The European Commission has released proposals for changes to the Sustainable Finance Disclosure Regulation (SFDR), the European Union’s disclosure regime for financial products claiming sustainable characteristics. The goal is to make the rules simpler, more efficient and “better aligned with market realities.
According to the commission, the changes will cut costs for financial product providers and “will bolster the EU’s leading role in sustainable finance”. Europe accounts for as much as 84% of global sustainable fund assets.
The commission acknowledged that current sustainability disclosures “are too long and complex”, especially when comparing financial products.
It also notes that the SFDR “has effectively been used as a de facto labelling system”, leading to risks of misselling and greenwashing.
Financial products under Articles 8 and 9 of the SFDR comprise almost 50% of EU assets under management, or more than 60% of EU funds. The proposal seeks to replace the articles with three new categories: sustainable, transition and environmental, social and governance.
The sustainable category covers products investing in companies, assets, activities or projects that are already sustainable or have sustainability objectives.
The transition category is for products investing in transition towards sustainability.
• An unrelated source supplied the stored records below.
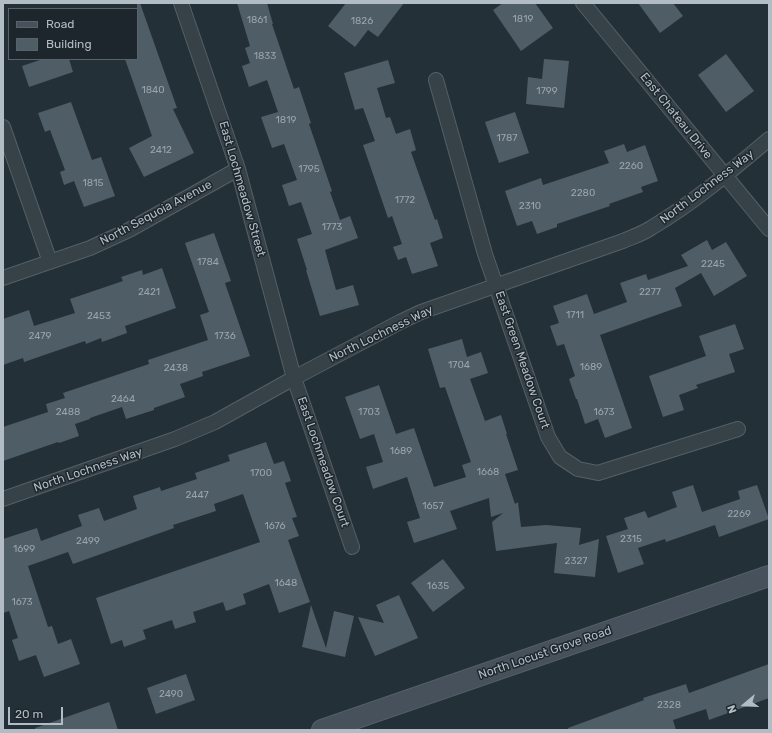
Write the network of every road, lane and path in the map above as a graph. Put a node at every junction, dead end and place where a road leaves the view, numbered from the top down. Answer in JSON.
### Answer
{"nodes":[{"id":1,"x":181,"y":3,"type":"edge"},
{"id":2,"x":583,"y":3,"type":"edge"},
{"id":3,"x":436,"y":80,"type":"dead end"},
{"id":4,"x":3,"y":127,"type":"edge"},
{"id":5,"x":769,"y":139,"type":"edge"},
{"id":6,"x":238,"y":169,"type":"junction"},
{"id":7,"x":725,"y":176,"type":"junction"},
{"id":8,"x":769,"y":229,"type":"edge"},
{"id":9,"x":50,"y":262,"type":"junction"},
{"id":10,"x":3,"y":278,"type":"edge"},
{"id":11,"x":496,"y":285,"type":"junction"},
{"id":12,"x":294,"y":378,"type":"junction"},
{"id":13,"x":738,"y":429,"type":"dead end"},
{"id":14,"x":3,"y":499,"type":"edge"},
{"id":15,"x":352,"y":547,"type":"dead end"},
{"id":16,"x":769,"y":576,"type":"edge"},
{"id":17,"x":322,"y":730,"type":"edge"}],
"edges":[{"from":1,"to":6,"type":"street","name":"East Lochmeadow Street"},
{"from":2,"to":7,"type":"street","name":"East Chateau Drive"},
{"from":3,"to":11,"type":"street","name":"East Green Meadow Court"},
{"from":4,"to":9,"type":"street"},
{"from":5,"to":7,"type":"street","name":"North Lochness Way"},
{"from":6,"to":9,"type":"street","name":"North Sequoia Avenue"},
{"from":6,"to":12,"type":"street","name":"East Lochmeadow Street"},
{"from":7,"to":8,"type":"street","name":"East Chateau Drive"},
{"from":7,"to":11,"type":"street","name":"North Lochness Way"},
{"from":9,"to":10,"type":"street","name":"North Sequoia Avenue"},
{"from":11,"to":12,"type":"street","name":"North Lochness Way"},
{"from":11,"to":13,"type":"street","name":"East Green Meadow Court"},
{"from":12,"to":14,"type":"street","name":"North Lochness Way"},
{"from":12,"to":15,"type":"street","name":"East Lochmeadow Court"},
{"from":16,"to":17,"type":"main road","name":"North Locust Grove Road"}]}
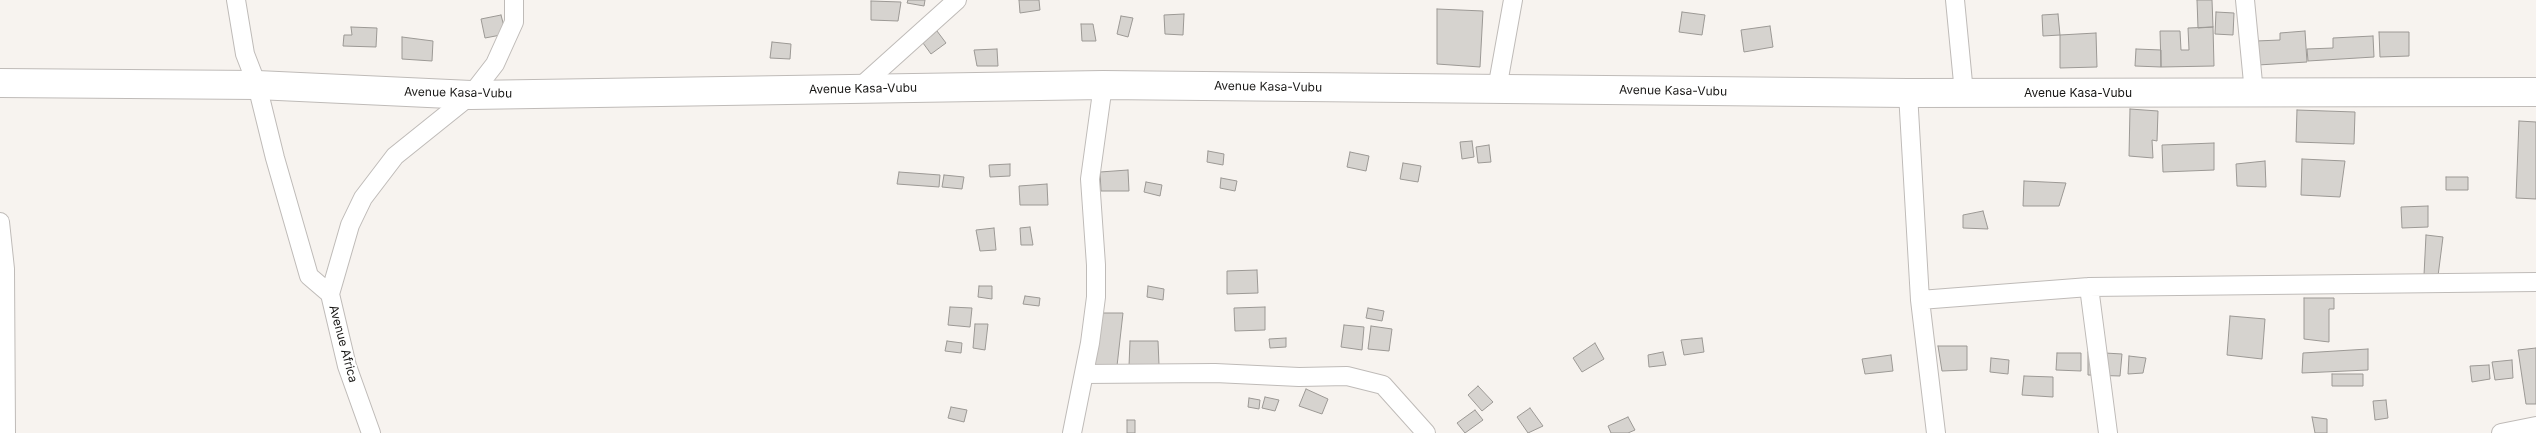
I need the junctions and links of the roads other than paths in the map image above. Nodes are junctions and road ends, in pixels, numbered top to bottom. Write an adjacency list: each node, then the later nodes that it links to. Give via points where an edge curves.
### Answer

And the ESG basics category is for products targeting selected sustainability factors.
According to a recent report from the Global Sustainable Investment Alliance sustainable and responsible investment has moved from a “niche practice to a systemic consideration”, crediting this to the influence of sustainability disclosures that began in the EU.
Investors riding the sustainable investing momentum appear to be benefitting.
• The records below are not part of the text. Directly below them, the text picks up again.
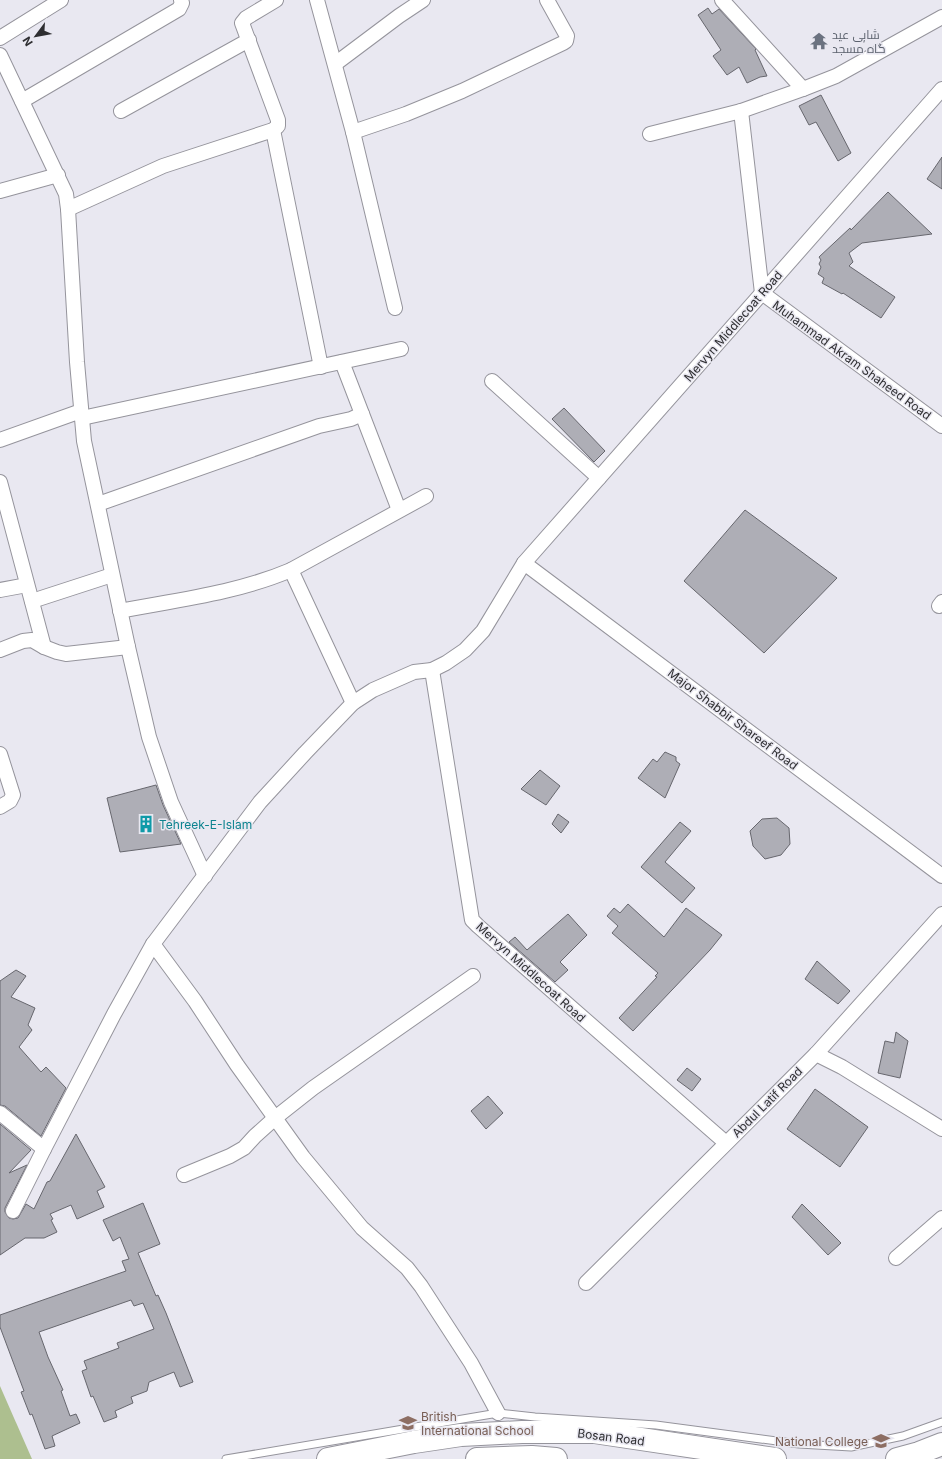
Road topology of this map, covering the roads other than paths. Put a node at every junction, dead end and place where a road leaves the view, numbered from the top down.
1 (60, 0) edge
2 (180, 0) edge
3 (276, 0) edge
4 (317, 0) edge
5 (423, 0) edge
6 (547, 0) edge
7 (722, 0) edge
8 (942, 17) edge
9 (0, 38) edge
10 (249, 40) junction
11 (0, 54) edge
12 (335, 64) junction
13 (942, 89) edge
14 (803, 90) junction
15 (22, 101) junction
16 (740, 110) junction
17 (121, 111) dead end
18 (273, 130) junction
19 (353, 132) junction
20 (650, 134) dead end
21 (58, 175) junction
22 (0, 191) edge
23 (68, 209) junction
24 (762, 293) junction
25 (395, 308) dead end
26 (401, 349) dead end
27 (342, 362) junction
28 (321, 367) junction
29 (492, 382) dead end
30 (81, 414) junction
31 (362, 414) junction
32 (942, 426) edge
33 (0, 440) edge
34 (599, 478) junction
35 (0, 482) edge
36 (426, 496) dead end
37 (98, 504) junction
38 (399, 510) junction
39 (524, 563) junction
40 (291, 570) junction
41 (112, 575) junction
42 (28, 585) junction
43 (0, 590) edge
44 (32, 601) junction
45 (120, 611) junction
46 (44, 647) junction
47 (128, 647) junction
48 (0, 650) edge
49 (432, 670) junction
50 (353, 703) junction
51 (0, 754) edge
52 (0, 808) edge
53 (205, 876) junction
54 (942, 876) edge
55 (942, 914) edge
56 (153, 944) junction
57 (473, 976) dead end
58 (816, 1054) junction
59 (0, 1113) edge
60 (275, 1118) junction
61 (942, 1129) edge
62 (726, 1143) junction
63 (44, 1149) junction
64 (184, 1175) dead end
65 (14, 1211) dead end
66 (942, 1218) edge
67 (896, 1258) dead end
68 (586, 1283) dead end
69 (498, 1413) junction
70 (942, 1422) edge
71 (942, 1444) edge
72 (226, 1459) edge
73 (328, 1459) edge
74 (477, 1459) edge
75 (556, 1459) edge
76 (775, 1459) edge
77 (897, 1459) edge

1 - 9 street
2 - 15 street
3 - 10 street
4 - 12 street
5 - 12 street
6 - 19 street
7 - 14 street
8 - 14 street
10 - 17 street
10 - 18 street
11 - 15 street
12 - 19 street
13 - 24 street, Mervyn Middlecoat Road
14 - 16 street
15 - 21 street
16 - 20 street
16 - 24 street
18 - 23 street
18 - 28 street
19 - 25 street
21 - 22 street
21 - 23 street
23 - 30 street
24 - 32 street, Muhammad Akram Shaheed Road
24 - 34 street, Mervyn Middlecoat Road
26 - 27 street
27 - 28 street
27 - 31 street
28 - 30 street
29 - 34 street
30 - 33 street
30 - 37 street
31 - 37 street
31 - 38 street
34 - 39 street, Mervyn Middlecoat Road
35 - 42 street
36 - 38 street
37 - 41 street
38 - 40 street
39 - 49 street, Mervyn Middlecoat Road
39 - 54 street, Major Shabbir Shareef Road
40 - 45 street
40 - 50 street
41 - 44 street
41 - 45 street
42 - 43 street
42 - 44 street
44 - 46 street
45 - 47 street
46 - 47 street
46 - 48 street
47 - 53 street
49 - 50 street
49 - 62 street, Mervyn Middlecoat Road
50 - 53 street
51 - 52 street
53 - 56 street
55 - 58 street, Abdul Latif Road
56 - 60 street
56 - 63 street
57 - 60 street
58 - 61 street
58 - 62 street, Abdul Latif Road
59 - 63 street
60 - 64 street
60 - 69 street
62 - 68 street, Abdul Latif Road
63 - 65 street
66 - 67 street
69 - 70 lane
69 - 72 lane
71 - 77 main road
73 - 76 main road, Bosan Road
74 - 75 main road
In the first half of this year, sustainable funds posted a median return of 12.5% versus 9.2% for traditional funds, according to the Morgan Stabley Institute for Sustainable Investing.
Morningstar data shows that global sustainable fund assets increased nearly 10% to US$3.5 trillion in the second quarter of 2025 from $3.2 trillion in the first three months. And the Morningstar Global Markets Renewable Energy Index posted a 13.6% gain in the second quarter compared to a 2.6% drop the Morningstar Global Energy Index.
If the SFDR and Europe’s sustainable finance push has had such an influence and delivered such results in their imperfect form, it will be very interesting to see what they achieve with a more perfected structure.